Un débat important s'est ouvert à l'occasion de l'examen, dans le cadre du projet de loi de finances 2010, de l'article 52 relatif à l'ouverture d'une possibilité de dévolution du patrimoine de l'Etat aux collectivités territoriales volontaires. En clair, pérenniser le processus de décentralisation culturelle des monuments historiques à la charge du patrimoine de l'Etat en direction de collectivités locales pilotes, en leur transférant des biens choisis [1] . A elles ensuite d'en assurer l'entretien et le paiement des personnels issus du ministère de la culture et ou de ses divers organismes liés qui leur sont affectés.

Pourtant, si sur le papier on peut comprendre au premier abord la pertinence du procédé retenu (valorisation des biens dans le cadre de parcours culturels locaux privilégiant des visites intégrées démultipliant les possibilités offertes par les itinéraires balisés centraux), on ne peut s'empêcher de s'interroger sur la pertinence financière du transfert… pourquoi confier à des organismes locaux aux finances déjà tendues et qui doivent d'ors et déjà programmer un cantonnement strict de leurs dépenses, des missions supplémentaires qui, si elles s'avèrent rentables économiquement, ne pourront l'être que sur le long, voir le très long terme ?

- Une partie de la réponse peut être trouvée par la non consommation des crédits par certaines collectivités territoriales en matière culturelle. Ainsi par exemple dans son compte administratif 2008 la région Picardie dispose de crédits sans emploi au chapitre Culture/Sport et Loisirs de 10 millions d'€, soit une sous-consommation des crédits de 21% [2] ! Ce cas, qui est loin d'être unique, explique que certaines collectivités soient intéressées à accueillir des biens qui leur permettront de justifier leurs dépenses culturelles.
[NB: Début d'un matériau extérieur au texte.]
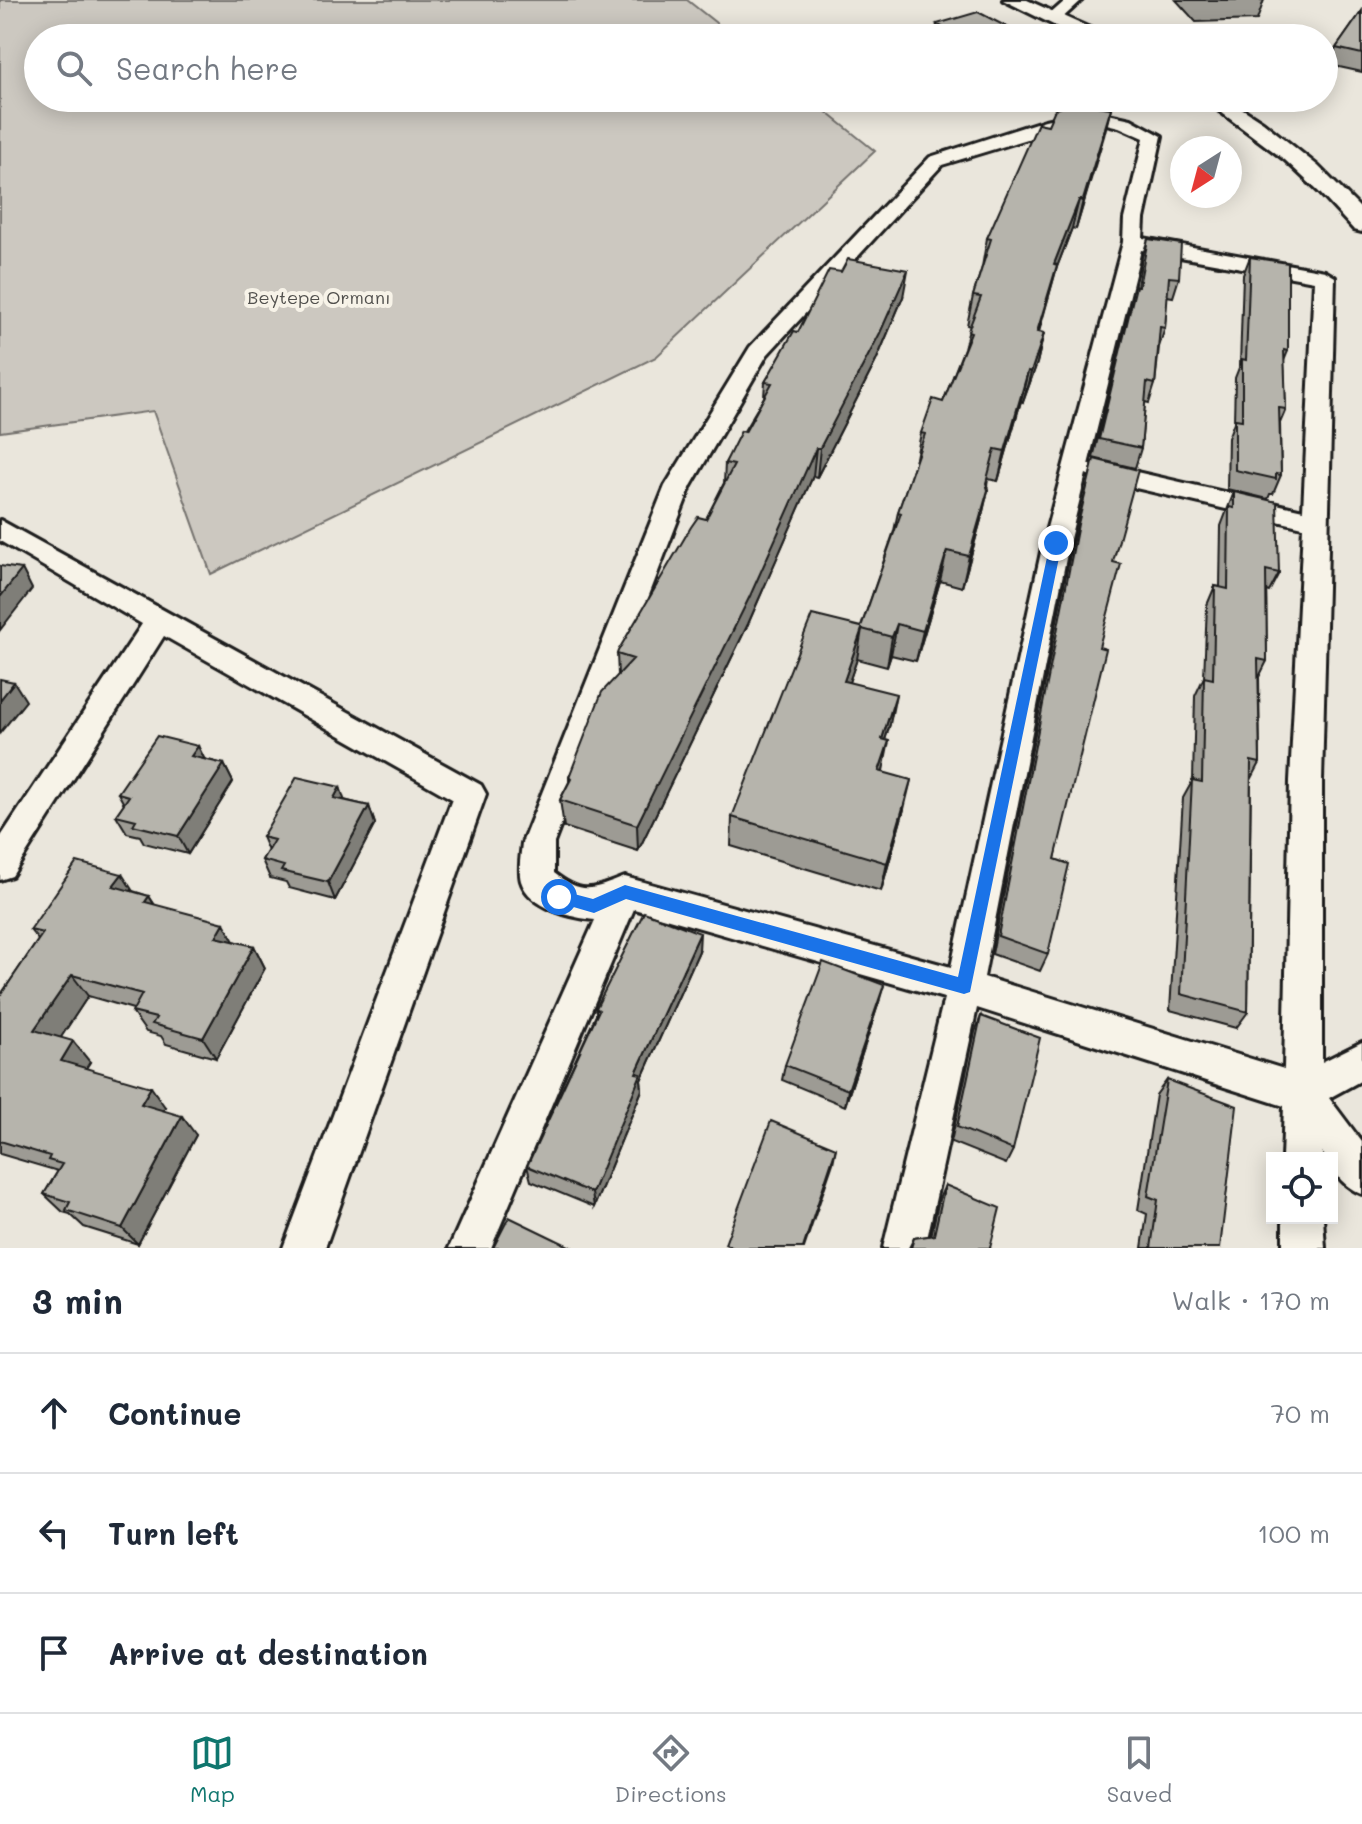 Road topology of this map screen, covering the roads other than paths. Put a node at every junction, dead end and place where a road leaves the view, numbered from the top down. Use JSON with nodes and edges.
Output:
{"nodes":[{"id":1,"x":1012,"y":0,"type":"edge"},
{"id":2,"x":1075,"y":0,"type":"edge"},
{"id":3,"x":1053,"y":19,"type":"junction"},
{"id":4,"x":1064,"y":24,"type":"edge"},
{"id":5,"x":1234,"y":112,"type":"edge"},
{"id":6,"x":1362,"y":225,"type":"edge"},
{"id":7,"x":1133,"y":242,"type":"junction"},
{"id":8,"x":1075,"y":465,"type":"junction"},
{"id":9,"x":1315,"y":521,"type":"junction"},
{"id":10,"x":0,"y":529,"type":"edge"},
{"id":11,"x":159,"y":621,"type":"junction"},
{"id":12,"x":0,"y":866,"type":"edge"},
{"id":13,"x":625,"y":892,"type":"junction"},
{"id":14,"x":964,"y":987,"type":"junction"},
{"id":15,"x":1362,"y":1060,"type":"edge"},
{"id":16,"x":1301,"y":1093,"type":"junction"},
{"id":17,"x":1302,"y":1152,"type":"edge"},
{"id":18,"x":1362,"y":1174,"type":"edge"},
{"id":19,"x":1303,"y":1224,"type":"edge"},
{"id":20,"x":304,"y":1248,"type":"edge"},
{"id":21,"x":470,"y":1248,"type":"edge"},
{"id":22,"x":904,"y":1248,"type":"edge"},
{"id":23,"x":1304,"y":1248,"type":"edge"}],
"edges":[{"from":1,"to":3,"type":"street"},
{"from":2,"to":3,"type":"street"},
{"from":3,"to":4,"type":"street"},
{"from":5,"to":6,"type":"street"},
{"from":7,"to":8,"type":"street"},
{"from":7,"to":9,"type":"street"},
{"from":7,"to":13,"type":"street"},
{"from":8,"to":9,"type":"street"},
{"from":8,"to":14,"type":"street"},
{"from":9,"to":16,"type":"street"},
{"from":10,"to":11,"type":"street"},
{"from":11,"to":12,"type":"street"},
{"from":11,"to":20,"type":"street"},
{"from":13,"to":14,"type":"street"},
{"from":13,"to":21,"type":"street"},
{"from":14,"to":16,"type":"street"},
{"from":14,"to":22,"type":"street"},
{"from":15,"to":16,"type":"street"},
{"from":16,"to":17,"type":"street"},
{"from":16,"to":18,"type":"street"},
{"from":19,"to":23,"type":"street"}]}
- Une autre provient du refus par l'Etat de voir certains biens les moins attractifs gérés directement par des propriétaires privés : personnes physiques ou fondations. Pourtant, en matière de concessions de services publics culturels des organismes privés se chargent déjà de la gestion de monuments ; ainsi Culturespaces, une filiale du Groupe Suez, a permis par délégation de services publics à Nîmes, d'accroître la fréquentation des monuments gérés de 53% en 3 ans [3] .

La décentralisation culturelle apparaît donc comme un pis-aller, si elle ne vise qu'à transférer le fardeau financier de sites culturels d'un échelon à l'autre. Cependant, ce mouvement peut être pertinent s'il permet d'une part de bousculer des situations acquises peu productives et d'autre part de permettre d'aboutir in fine à une gestion privée parce que l'organisme public récipiendaire ne possède pas le savoir-faire pour assurer la valorisation des monuments les moins fréquentés.

Par rapport au régime antérieur [4] qui n'autorisait que la dévolution limitative de ces biens, trois assouplissements ont été pratiqués par l'article 52 de la loi de finances :
- L'institutionnalisation du régime antérieur qui n'est désormais plus limité dans le temps,
- La suppression du caractère limitatif de la liste originelle de 176 monuments
- La possibilité d'introduire des transferts partiels en direction des collectivités locales intéressées.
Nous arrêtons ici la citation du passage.